Confirming the conventional wisdom on Long Island right now that freshman GOP member Nick LaLota in the 1st district could be hard to beat and that there are not many possibilities on an island, the new maps focus on adding blue strongholds to two other Republican districts. Those are CD3, where the indicted George Santos is trying to hang onand CD4, where Anthony D’Esposito captured the seat vacated by Kathleen Rice.

This new look by the Cook Report tracks some of the original hyper-gerrymandered districts that state Democrats initially attempted to put in place, just less so. For CD3, the North Shore Nassau/Queens seat once again crosses Long Island Sound to arrive in coastal Westchester County, capturing Democratic strongholds there such as New Rochelle and Mamaroneck. As The Point has been reporting, Democrats are keen to make Tom Suozzi, former Nassau County executive and former holder of the seat, their standard-bearer, partly because they believe voters who are still queasy about being defrauded by Santos will want someone they already know. But would that assumption apply to Westchester voters?

And in CD4, the Republican stronghold in the Five Towns area again gets thrown into Rep. Greg Meeks’ Queens district, while heavily Democratic Westbury gets added. That would give political newbie and Olympic gold medal winner Sarah Hughes a good cushion to oust D’Esposito, assuming she wins an expected primary against 2022 nominee Laura Gillen who is looking for a rematch against D'Esposito.

Overall, the Democratic Congressional Campaign Committee is looking to harvest at least five blue seats in New York, including two from Long Island, to help them regain control of the chamber.

— Rita Ciolli rita.ciolli@newsday.com

Reference Point

70 years later, Long Live Lilibet

Seventy years ago, Newsday’s editorial board found itself looking across the pond at what it called “a fairy tale come true.”

The occasion was the impending coronation of Queen Elizabeth II and the board was smitten by the ceremony and its participants, in a piece that appeared on June 1, 1953 called “Long Live Lilibet.”

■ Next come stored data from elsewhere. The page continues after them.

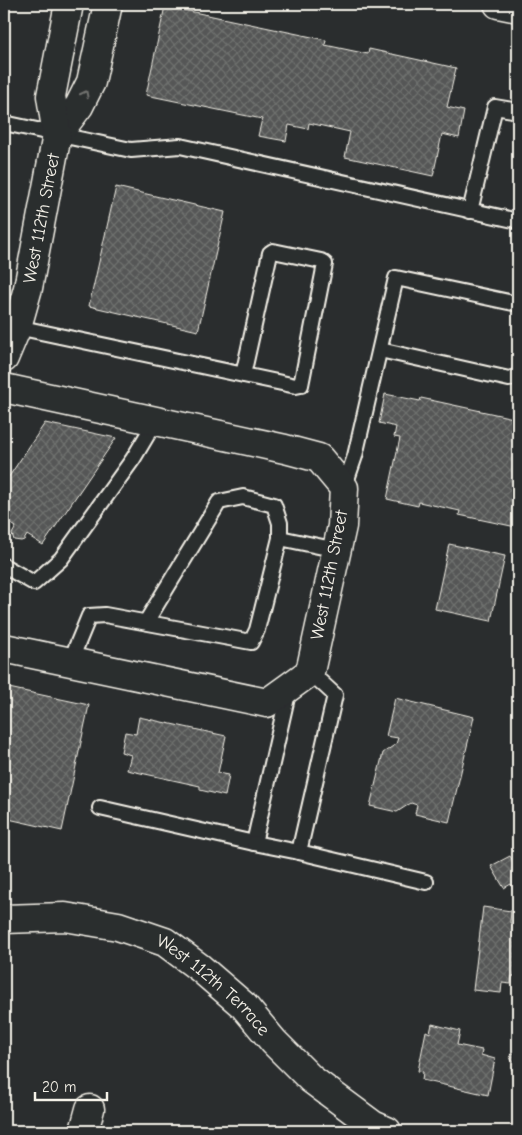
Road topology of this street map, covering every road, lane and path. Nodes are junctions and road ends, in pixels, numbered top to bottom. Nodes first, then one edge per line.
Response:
1 (70, 4) edge
2 (108, 4) edge
3 (498, 4) edge
4 (518, 8) edge
5 (518, 111) edge
6 (4, 123) edge
7 (58, 135) junction
8 (470, 211) junction
9 (518, 222) edge
10 (518, 304) edge
11 (17, 327) junction
12 (380, 350) junction
13 (4, 358) edge
14 (243, 375) junction
15 (518, 376) edge
16 (4, 388) edge
17 (155, 422) junction
18 (344, 488) junction
19 (280, 538) junction
20 (337, 550) junction
21 (4, 566) edge
22 (146, 622) junction
23 (4, 648) edge
24 (70, 662) junction
25 (310, 672) junction
26 (289, 688) junction
27 (100, 808) dead end
28 (254, 843) junction
29 (299, 852) junction
30 (426, 882) dead end
31 (4, 919) edge
32 (378, 1129) edge

1 - 7 street, West 112th Street
7 -> 2 street, West 112th Street
3 - 4 street
5 - 8 lane
6 - 7 lane
7 - 8 lane
7 - 11 street, West 112th Street
8 - 9 lane
10 - 12 lane
11 - 13 street, West 112th Street
11 - 14 lane
12 - 15 lane
12 - 18 lane
14 - 14 lane
16 - 17 street, West 112th Street
17 - 18 street, West 112th Street
17 - 21 lane
18 - 20 street, West 112th Street
19 - 20 lane
19 - 22 lane
19 - 22 lane
20 - 25 street, West 112th Street
22 - 24 lane
23 - 24 street
24 - 26 street
25 - 26 street
25 - 29 lane
26 - 28 lane
27 - 28 lane
28 - 29 lane
29 - 30 lane
31 - 32 street, West 112th Terrace

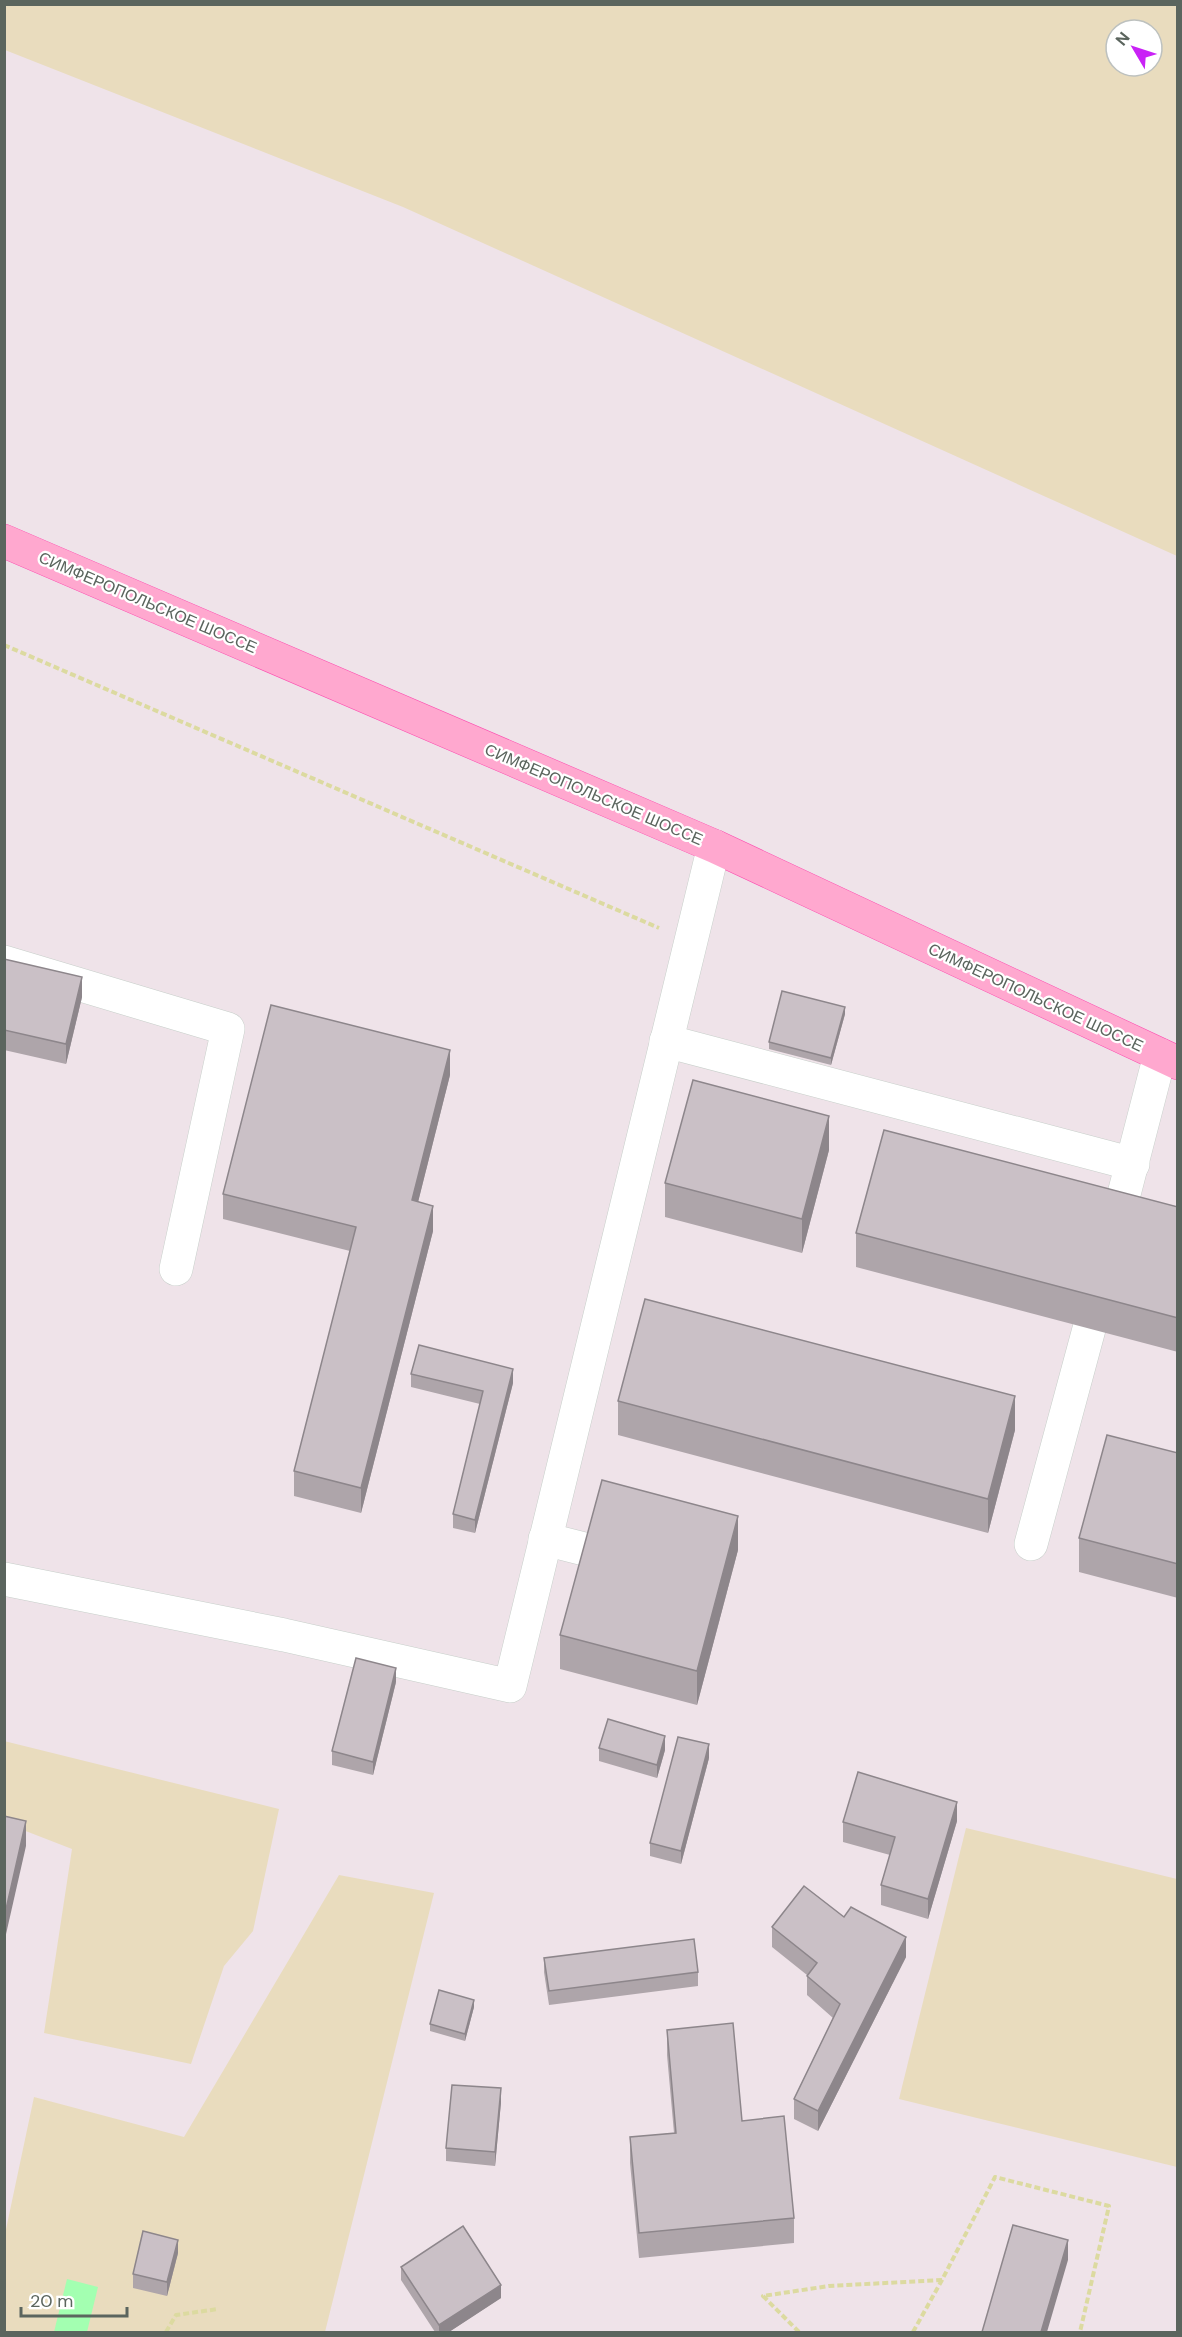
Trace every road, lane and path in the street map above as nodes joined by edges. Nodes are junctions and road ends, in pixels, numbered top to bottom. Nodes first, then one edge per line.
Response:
1 (4, 541) edge
2 (4, 645) edge
3 (714, 846) junction
4 (690, 941) junction
5 (4, 962) edge
6 (666, 1041) junction
7 (1169, 1059) edge
8 (1133, 1164) junction
9 (1116, 1225) edge
10 (176, 1269) dead end
11 (1089, 1329) edge
12 (545, 1539) junction
13 (1031, 1544) dead end
14 (592, 1551) edge
15 (4, 1579) edge
16 (942, 2280) junction
17 (218, 2309) dead end
18 (166, 2332) edge
19 (799, 2332) edge
20 (913, 2332) edge
21 (1080, 2332) edge

1 - 3 main road, СИМФЕРОПОЛЬСКОЕ ШОССЕ
2 - 4 path
3 - 4 lane
3 - 7 main road, СИМФЕРОПОЛЬСКОЕ ШОССЕ
4 - 6 lane
5 - 10 lane
6 - 8 lane
6 - 12 lane
7 - 8 lane
8 - 9 lane
11 - 13 lane
12 - 14 lane
12 - 15 lane
16 - 19 path
16 - 20 path
16 - 21 path
17 - 18 path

“It has all the elements of the finest whimsy and imagination,” the board wrote. “Even better, this is a story of real people, and happening in our time.”

The board went on to describe “the beautiful princess,” her “dashing, handsome young prince,” and their “beautiful children” before describing the ritual that would unfold the following day in an admiring and detailed play-by-play.

“Nothing can match the ceremony,” the board wrote. “The masterpieces of Grimm or Hans Christian Andersen are as naught. This is a genuine fairy tale.”

The editorial was accompanied by a cartoon from two-time Pulitzer Prize-winning editorial cartoonist Vaughn Shoemaker, whose main claim to fame was creating a character quite unlike Britain’s royal family — John Q. Public.

In his coronation cartoon, Shoemaker depicted a circus tent labeled “CORONATION.” A worker hammers a tent pole into the ground, watched by the British lion in his cage with the golden carriage that would carry the queen behind it. One can’t help but notice that the tent has several patches in it, which might be a comment on spunky Britain emerging from the ravages of World War II but also could be read nowadays as prescient given the tattered image the monarchy would acquire over the decades.

But the editorial board wasn’t having any of that in 1953, instead seeing in the timelessness of Elizabeth’s coronation an occasion for modern optimism.

“Because the traditions of the ceremony, and the pattern of monarchy, date back unchanged for centuries, the crowning of the 40th sovereign since the Norman Conquest is an event to inspire hope,” the board concluded. “If such a story can survive political upheavals, revolutions, wars and catastrophes, the world is going to survive.”

We all learned in the intervening seven decades that traditions guarantee nothing. No one used “fairy tale” to describe last month’s coronation of Elizabeth’s son, Charles III, and few were counting on the event to “inspire hope” about the future — except perhaps hope that the monarchy itself might survive.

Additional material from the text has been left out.